| What to do |
Repeat every entry exactly. Pictures stay out.

┌─ Provided records

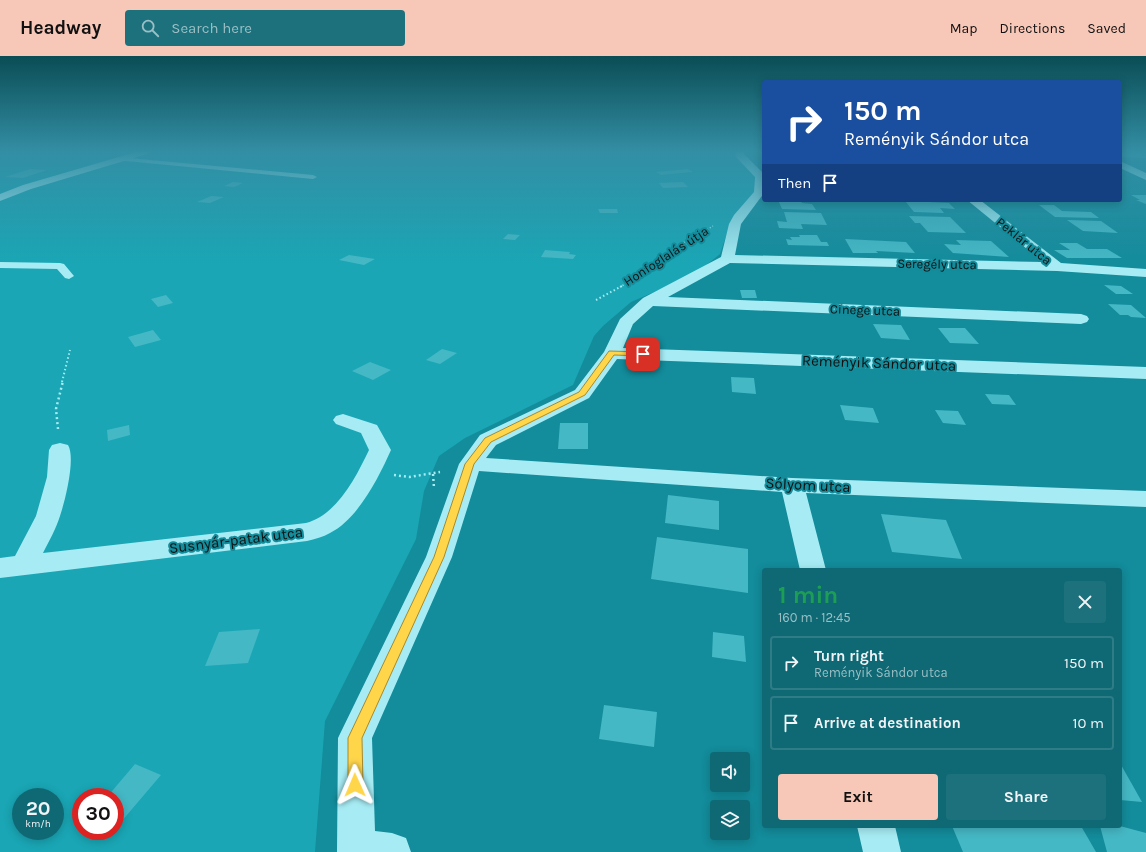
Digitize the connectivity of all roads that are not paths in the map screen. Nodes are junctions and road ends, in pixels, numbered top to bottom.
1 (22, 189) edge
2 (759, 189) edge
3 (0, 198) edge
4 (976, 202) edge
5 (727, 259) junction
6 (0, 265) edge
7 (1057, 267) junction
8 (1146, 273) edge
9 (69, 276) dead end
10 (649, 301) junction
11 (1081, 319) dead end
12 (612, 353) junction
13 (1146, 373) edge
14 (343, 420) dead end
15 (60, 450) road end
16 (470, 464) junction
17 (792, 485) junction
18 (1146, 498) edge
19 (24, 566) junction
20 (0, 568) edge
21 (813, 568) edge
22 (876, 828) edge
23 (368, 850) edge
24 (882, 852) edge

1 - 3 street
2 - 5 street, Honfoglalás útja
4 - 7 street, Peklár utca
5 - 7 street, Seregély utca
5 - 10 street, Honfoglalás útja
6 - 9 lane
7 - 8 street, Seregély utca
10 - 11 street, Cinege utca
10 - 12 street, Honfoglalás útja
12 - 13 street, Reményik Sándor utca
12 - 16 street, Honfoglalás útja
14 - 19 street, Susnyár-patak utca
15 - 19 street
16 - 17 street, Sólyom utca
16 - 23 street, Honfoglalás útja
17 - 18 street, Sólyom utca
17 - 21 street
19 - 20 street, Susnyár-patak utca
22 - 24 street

└─

| Response to this task |
Digitize the connectivity of all roads that are not paths in the map screen. Nodes are junctions and road ends, in pixels, numbered top to bottom.
1 (22, 189) edge
2 (759, 189) edge
3 (0, 198) edge
4 (976, 202) edge
5 (727, 259) junction
6 (0, 265) edge
7 (1057, 267) junction
8 (1146, 273) edge
9 (69, 276) dead end
10 (649, 301) junction
11 (1081, 319) dead end
12 (612, 353) junction
13 (1146, 373) edge
14 (343, 420) dead end
15 (60, 450) road end
16 (470, 464) junction
17 (792, 485) junction
18 (1146, 498) edge
19 (24, 566) junction
20 (0, 568) edge
21 (813, 568) edge
22 (876, 828) edge
23 (368, 850) edge
24 (882, 852) edge

1 - 3 street
2 - 5 street, Honfoglalás útja
4 - 7 street, Peklár utca
5 - 7 street, Seregély utca
5 - 10 street, Honfoglalás útja
6 - 9 lane
7 - 8 street, Seregély utca
10 - 11 street, Cinege utca
10 - 12 street, Honfoglalás útja
12 - 13 street, Reményik Sándor utca
12 - 16 street, Honfoglalás útja
14 - 19 street, Susnyár-patak utca
15 - 19 street
16 - 17 street, Sólyom utca
16 - 23 street, Honfoglalás útja
17 - 18 street, Sólyom utca
17 - 21 street
19 - 20 street, Susnyár-patak utca
22 - 24 street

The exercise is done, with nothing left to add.